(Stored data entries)
BEGIN

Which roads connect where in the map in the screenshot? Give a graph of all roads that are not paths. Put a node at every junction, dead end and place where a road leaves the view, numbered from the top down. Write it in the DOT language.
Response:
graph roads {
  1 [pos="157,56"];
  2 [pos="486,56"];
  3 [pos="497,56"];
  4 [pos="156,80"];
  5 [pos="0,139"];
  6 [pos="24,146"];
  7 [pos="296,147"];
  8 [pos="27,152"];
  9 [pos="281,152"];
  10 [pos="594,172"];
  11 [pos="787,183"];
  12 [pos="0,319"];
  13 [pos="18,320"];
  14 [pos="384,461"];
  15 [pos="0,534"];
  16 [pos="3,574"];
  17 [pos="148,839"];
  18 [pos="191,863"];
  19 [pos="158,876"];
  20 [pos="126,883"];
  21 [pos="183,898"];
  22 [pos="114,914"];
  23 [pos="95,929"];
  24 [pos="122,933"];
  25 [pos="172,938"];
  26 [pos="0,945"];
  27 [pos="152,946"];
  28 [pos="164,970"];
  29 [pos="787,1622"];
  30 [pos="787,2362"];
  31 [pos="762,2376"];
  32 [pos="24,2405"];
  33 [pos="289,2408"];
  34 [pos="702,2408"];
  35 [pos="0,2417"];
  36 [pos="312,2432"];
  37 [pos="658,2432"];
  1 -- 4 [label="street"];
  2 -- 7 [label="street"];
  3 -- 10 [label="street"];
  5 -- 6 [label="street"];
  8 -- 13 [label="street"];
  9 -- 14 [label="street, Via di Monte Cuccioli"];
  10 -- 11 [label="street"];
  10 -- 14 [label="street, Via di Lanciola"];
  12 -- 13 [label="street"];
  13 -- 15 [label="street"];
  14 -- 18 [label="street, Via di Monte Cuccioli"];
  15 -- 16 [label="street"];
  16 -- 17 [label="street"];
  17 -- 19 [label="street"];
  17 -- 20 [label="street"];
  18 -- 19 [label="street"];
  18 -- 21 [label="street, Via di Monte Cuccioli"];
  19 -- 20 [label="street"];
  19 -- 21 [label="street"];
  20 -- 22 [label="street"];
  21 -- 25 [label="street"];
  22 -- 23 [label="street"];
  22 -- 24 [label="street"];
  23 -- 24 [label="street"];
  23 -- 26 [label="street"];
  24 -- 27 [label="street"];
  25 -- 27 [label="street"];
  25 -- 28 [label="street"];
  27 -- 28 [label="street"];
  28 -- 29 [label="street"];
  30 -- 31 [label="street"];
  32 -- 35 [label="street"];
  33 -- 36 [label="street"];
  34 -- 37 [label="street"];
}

END

_What you should do_
Each record above is to be reproduced word for word.

_Output for this task_
Which roads connect where in the map in the screenshot? Give a graph of all roads that are not paths. Put a node at every junction, dead end and place where a road leaves the view, numbered from the top down. Write it in the DOT language.
Response:
graph roads {
  1 [pos="157,56"];
  2 [pos="486,56"];
  3 [pos="497,56"];
  4 [pos="156,80"];
  5 [pos="0,139"];
  6 [pos="24,146"];
  7 [pos="296,147"];
  8 [pos="27,152"];
  9 [pos="281,152"];
  10 [pos="594,172"];
  11 [pos="787,183"];
  12 [pos="0,319"];
  13 [pos="18,320"];
  14 [pos="384,461"];
  15 [pos="0,534"];
  16 [pos="3,574"];
  17 [pos="148,839"];
  18 [pos="191,863"];
  19 [pos="158,876"];
  20 [pos="126,883"];
  21 [pos="183,898"];
  22 [pos="114,914"];
  23 [pos="95,929"];
  24 [pos="122,933"];
  25 [pos="172,938"];
  26 [pos="0,945"];
  27 [pos="152,946"];
  28 [pos="164,970"];
  29 [pos="787,1622"];
  30 [pos="787,2362"];
  31 [pos="762,2376"];
  32 [pos="24,2405"];
  33 [pos="289,2408"];
  34 [pos="702,2408"];
  35 [pos="0,2417"];
  36 [pos="312,2432"];
  37 [pos="658,2432"];
  1 -- 4 [label="street"];
  2 -- 7 [label="street"];
  3 -- 10 [label="street"];
  5 -- 6 [label="street"];
  8 -- 13 [label="street"];
  9 -- 14 [label="street, Via di Monte Cuccioli"];
  10 -- 11 [label="street"];
  10 -- 14 [label="street, Via di Lanciola"];
  12 -- 13 [label="street"];
  13 -- 15 [label="street"];
  14 -- 18 [label="street, Via di Monte Cuccioli"];
  15 -- 16 [label="street"];
  16 -- 17 [label="street"];
  17 -- 19 [label="street"];
  17 -- 20 [label="street"];
  18 -- 19 [label="street"];
  18 -- 21 [label="street, Via di Monte Cuccioli"];
  19 -- 20 [label="street"];
  19 -- 21 [label="street"];
  20 -- 22 [label="street"];
  21 -- 25 [label="street"];
  22 -- 23 [label="street"];
  22 -- 24 [label="street"];
  23 -- 24 [label="street"];
  23 -- 26 [label="street"];
  24 -- 27 [label="street"];
  25 -- 27 [label="street"];
  25 -- 28 [label="street"];
  27 -- 28 [label="street"];
  28 -- 29 [label="street"];
  30 -- 31 [label="street"];
  32 -- 35 [label="street"];
  33 -- 36 [label="street"];
  34 -- 37 [label="street"];
}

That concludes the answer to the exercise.